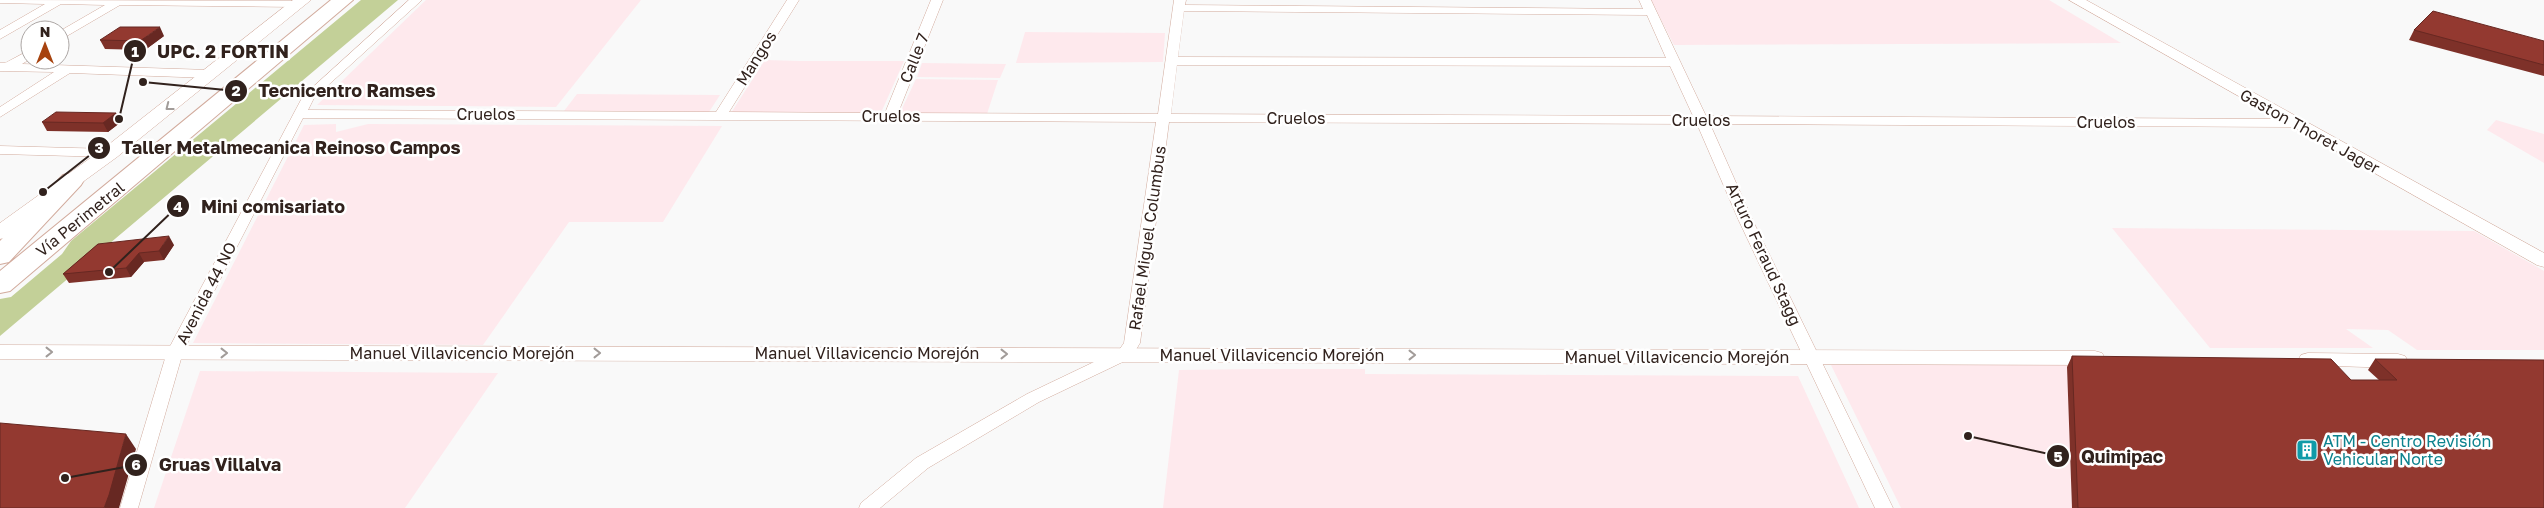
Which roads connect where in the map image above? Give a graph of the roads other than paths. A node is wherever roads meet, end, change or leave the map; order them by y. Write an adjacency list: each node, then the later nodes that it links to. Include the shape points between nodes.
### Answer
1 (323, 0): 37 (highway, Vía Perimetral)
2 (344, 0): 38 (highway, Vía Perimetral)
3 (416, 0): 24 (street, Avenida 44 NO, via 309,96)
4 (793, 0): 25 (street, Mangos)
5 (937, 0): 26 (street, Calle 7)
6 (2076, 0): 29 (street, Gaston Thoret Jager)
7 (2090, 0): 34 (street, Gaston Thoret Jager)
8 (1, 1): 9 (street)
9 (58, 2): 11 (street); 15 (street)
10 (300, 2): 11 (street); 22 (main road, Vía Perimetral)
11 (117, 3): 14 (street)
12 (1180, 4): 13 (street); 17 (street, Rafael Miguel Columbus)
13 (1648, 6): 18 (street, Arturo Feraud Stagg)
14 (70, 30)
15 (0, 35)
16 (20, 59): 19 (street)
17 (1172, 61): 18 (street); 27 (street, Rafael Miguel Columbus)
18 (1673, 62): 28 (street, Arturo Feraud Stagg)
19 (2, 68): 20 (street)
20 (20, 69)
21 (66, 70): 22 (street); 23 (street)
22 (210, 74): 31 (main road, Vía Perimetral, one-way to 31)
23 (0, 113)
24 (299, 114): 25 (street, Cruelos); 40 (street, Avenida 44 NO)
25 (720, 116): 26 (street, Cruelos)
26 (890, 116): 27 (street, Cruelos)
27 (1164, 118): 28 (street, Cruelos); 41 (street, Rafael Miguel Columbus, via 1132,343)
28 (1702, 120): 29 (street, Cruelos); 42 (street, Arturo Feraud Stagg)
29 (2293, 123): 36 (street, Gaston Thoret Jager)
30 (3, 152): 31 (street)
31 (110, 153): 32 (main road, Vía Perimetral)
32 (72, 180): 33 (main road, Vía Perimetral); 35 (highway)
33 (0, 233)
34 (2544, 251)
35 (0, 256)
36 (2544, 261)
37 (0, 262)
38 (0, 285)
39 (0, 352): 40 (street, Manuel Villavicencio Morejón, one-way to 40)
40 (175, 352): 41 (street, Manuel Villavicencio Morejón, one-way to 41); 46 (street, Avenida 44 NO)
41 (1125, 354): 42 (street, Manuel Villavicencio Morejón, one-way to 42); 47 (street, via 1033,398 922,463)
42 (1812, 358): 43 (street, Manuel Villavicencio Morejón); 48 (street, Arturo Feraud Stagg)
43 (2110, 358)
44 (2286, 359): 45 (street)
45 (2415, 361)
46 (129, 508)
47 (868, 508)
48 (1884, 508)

.....

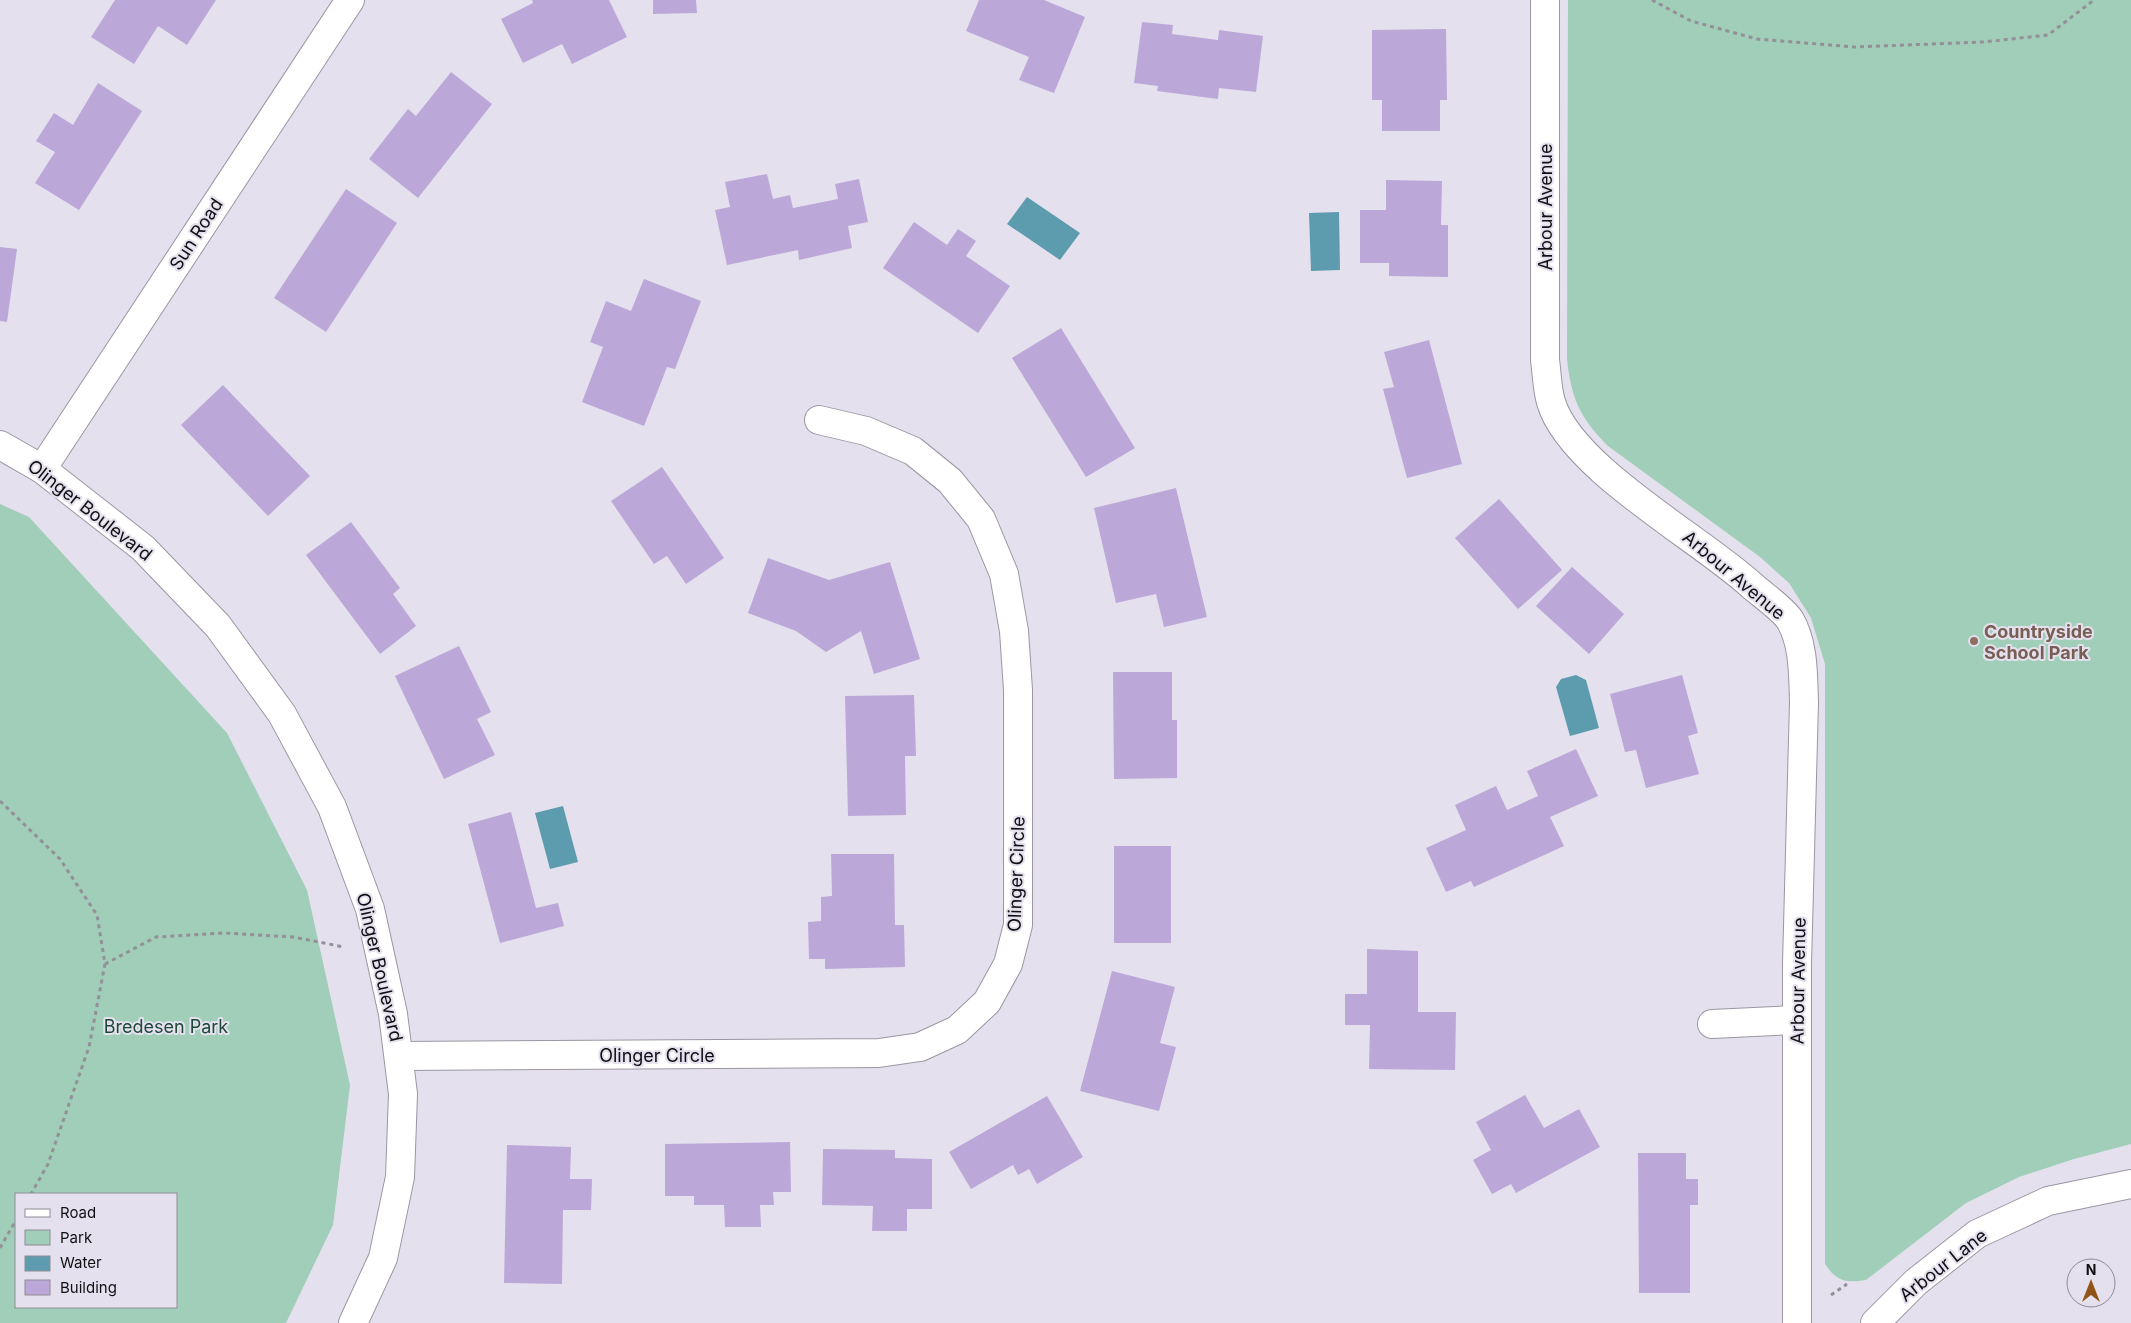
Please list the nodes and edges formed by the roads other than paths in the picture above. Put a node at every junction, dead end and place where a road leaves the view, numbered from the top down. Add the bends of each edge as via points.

.....

TASK DIRECTIONS:
Wherever the string "paths" is found in the entries, copy the line it sits in.

YOUR SOLUTION:
Which roads connect where in the map image above? Give a graph of the roads other than paths. A node is wherever roads meet, end, change or leave the map; order them by y. Write an adjacency list: each node, then the later nodes that it links to. Include the shape points between nodes.
Please list the nodes and edges formed by the roads other than paths in the picture above. Put a node at every junction, dead end and place where a road leaves the view, numbered from the top down. Add the bends of each edge as via points.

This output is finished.